Symbol つまり瞳に見えない Joker

独りファシズム

この国は法治国家の相貌をかなぐり捨て、狂躁的な「ならず者国家」へ変貌しました。今なお致死的な放射性物質が遍満する汚染地域へ児童らを帰還させ、強烈な被曝にさらしているわけです。疎開による社会コストの連鎖的増大を抑制するプロパガンダであり、国家による生存権の侵害であることは語るまでもありません。

トリアージュという戦場医療用語は、損傷の程度によって負傷者を救護するか否かという弁別基準を意味します。破滅的な原発事故により事実上の戦場と化したこの国において、エスタブリッシュメントが独自基準の悪魔的トリアージュ、つまり棄民を策定済みであることは容易に推論できます。官僚主導のもとに地方自治体は粛々とジェノサイドを実践し、一般国民は耳目をふさがれ、その瑕疵も殺意も疑うことすらできないわけです。この概念図式は、同胞が同胞を監視・管理し、一連の殺戮工程を遂行したアウシュビッツ収容者のヒエラルキーと大差ありません。

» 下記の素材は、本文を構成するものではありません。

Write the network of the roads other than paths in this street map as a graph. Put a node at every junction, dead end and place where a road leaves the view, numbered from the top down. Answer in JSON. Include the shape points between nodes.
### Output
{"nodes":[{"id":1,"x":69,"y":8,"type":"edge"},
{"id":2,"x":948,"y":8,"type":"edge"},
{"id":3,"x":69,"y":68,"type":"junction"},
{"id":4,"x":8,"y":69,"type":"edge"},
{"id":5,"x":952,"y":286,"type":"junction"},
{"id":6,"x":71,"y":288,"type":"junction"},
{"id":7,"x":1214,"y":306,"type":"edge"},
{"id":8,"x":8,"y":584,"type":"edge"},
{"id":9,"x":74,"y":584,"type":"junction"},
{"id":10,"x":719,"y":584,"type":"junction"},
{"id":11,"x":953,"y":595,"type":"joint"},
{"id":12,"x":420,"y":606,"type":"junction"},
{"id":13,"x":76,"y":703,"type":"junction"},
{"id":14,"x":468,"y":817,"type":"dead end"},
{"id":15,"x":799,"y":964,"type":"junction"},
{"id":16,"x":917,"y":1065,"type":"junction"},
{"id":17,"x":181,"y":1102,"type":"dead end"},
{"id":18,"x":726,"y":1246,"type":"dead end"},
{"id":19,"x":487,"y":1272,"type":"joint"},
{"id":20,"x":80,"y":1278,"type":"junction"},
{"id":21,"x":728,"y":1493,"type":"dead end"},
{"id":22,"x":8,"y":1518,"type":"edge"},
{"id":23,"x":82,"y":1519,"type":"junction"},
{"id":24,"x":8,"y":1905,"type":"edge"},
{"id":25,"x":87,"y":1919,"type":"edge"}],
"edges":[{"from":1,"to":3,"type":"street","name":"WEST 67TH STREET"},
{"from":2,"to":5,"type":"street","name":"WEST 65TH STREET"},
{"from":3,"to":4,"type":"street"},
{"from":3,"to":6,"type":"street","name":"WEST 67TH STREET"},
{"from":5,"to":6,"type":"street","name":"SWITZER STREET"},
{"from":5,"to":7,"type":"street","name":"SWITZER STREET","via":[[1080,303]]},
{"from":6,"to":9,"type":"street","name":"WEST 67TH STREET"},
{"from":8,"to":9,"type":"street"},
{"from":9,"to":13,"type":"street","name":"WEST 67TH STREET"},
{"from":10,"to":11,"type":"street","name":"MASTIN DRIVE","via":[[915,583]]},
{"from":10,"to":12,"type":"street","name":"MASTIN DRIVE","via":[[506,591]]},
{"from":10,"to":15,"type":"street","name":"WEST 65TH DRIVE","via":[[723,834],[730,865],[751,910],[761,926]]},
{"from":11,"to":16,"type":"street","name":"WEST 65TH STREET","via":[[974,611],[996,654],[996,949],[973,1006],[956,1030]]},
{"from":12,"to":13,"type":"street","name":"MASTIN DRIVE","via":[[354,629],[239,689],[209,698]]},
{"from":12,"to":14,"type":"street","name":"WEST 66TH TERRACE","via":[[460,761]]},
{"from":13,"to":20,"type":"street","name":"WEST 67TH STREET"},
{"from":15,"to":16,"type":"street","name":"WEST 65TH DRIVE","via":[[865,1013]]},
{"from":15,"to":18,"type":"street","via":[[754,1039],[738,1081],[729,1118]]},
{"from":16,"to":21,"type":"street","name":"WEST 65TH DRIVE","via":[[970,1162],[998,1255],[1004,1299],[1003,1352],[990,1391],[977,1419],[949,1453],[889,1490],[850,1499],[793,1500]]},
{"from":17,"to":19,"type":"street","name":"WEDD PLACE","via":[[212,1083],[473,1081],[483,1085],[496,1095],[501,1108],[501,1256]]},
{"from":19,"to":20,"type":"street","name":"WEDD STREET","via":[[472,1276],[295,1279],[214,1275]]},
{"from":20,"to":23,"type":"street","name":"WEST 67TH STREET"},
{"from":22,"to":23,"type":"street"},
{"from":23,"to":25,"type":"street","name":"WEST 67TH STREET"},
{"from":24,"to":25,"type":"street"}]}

デビッド・バーリンスキの文化理論を援用すれば、官僚機構とは古代中国より連綿に実行されてきたアルゴリズムであり、換言するならば、社会システムにおいて猟奪をオブジェクト化する恒常発生的なソースコードであり、ヒューマニズムと相克する酷薄な非人格的現象であるわけです。この支配基盤において、道徳性プログラムの実行コマンドは削除され、個々の生命はマシーンの意思決定に委ねられています。

国家崩壊が妄想ではなく俄然に現実味を帯びてきました。原子炉事故による首都圏の汚染、世代間にわたる重篤健康被害、地価暴落による土地資本制度の終焉、担保毀損による金融システムの破綻、GDP2倍超の過剰公債、官僚・米国による社会資本の収奪など、各々のエレメントは亡国の必要条件を万端に満たしています。いずれにしろ我々は人類史上未踏の領域へ突入し、社会条件は旧ソビエト末期を凌ぐほどに悪化していることへ異論はないでしょう。官僚統制主義と新自由主義とが歪に同衾した異形のイデオロギーが、あたかも自己融解を始めているかのようです。

この前提において、TPPは最後の命脈を絶つに等しい国家の自殺行為です。推進派は事実上の関税自主権撤廃、つまり国家主権の委譲を主張しているに等しく、例外なく売国者と見なすべきでしょう。エイリアンに埋設されたトライポッドが執拗に蜂起のときを伺っていたようなものです。農業分野へ作為的に論点が集約されていますが、内在本質が保健、金融、医療、さらには教育にいたる全産業分野の市場獲得であることは明白です。

逆説的に言えば、前掲した以外の経済市場においては株式の掌握により、ほぼ支配を完成しているわけです。主要企業の外国人持ち株比率を見れば、東証は60%超、大証に至っては70%を超えているわけですから論述するまでもありません。生産過剰とデフレにより1873年から20年にわたる「大不況」へ突入した欧州は、新たな投下資本先を求め狂乱的な植民地争奪へ乗り出したのですが、この差し迫った背景事情は現在の米国社会と極めて酷似しています。

つまり、侵略が喫緊です。クリントン政権より引継がれる金融を武力とした対日植民地政策において、米国がTPPを収奪の最終フェーズと認識していることは明らかでしょう。Imperialism(帝国主義)という壮大なヘゲモニーゲームの終盤にCheckmateの騎兵が突きつけられています。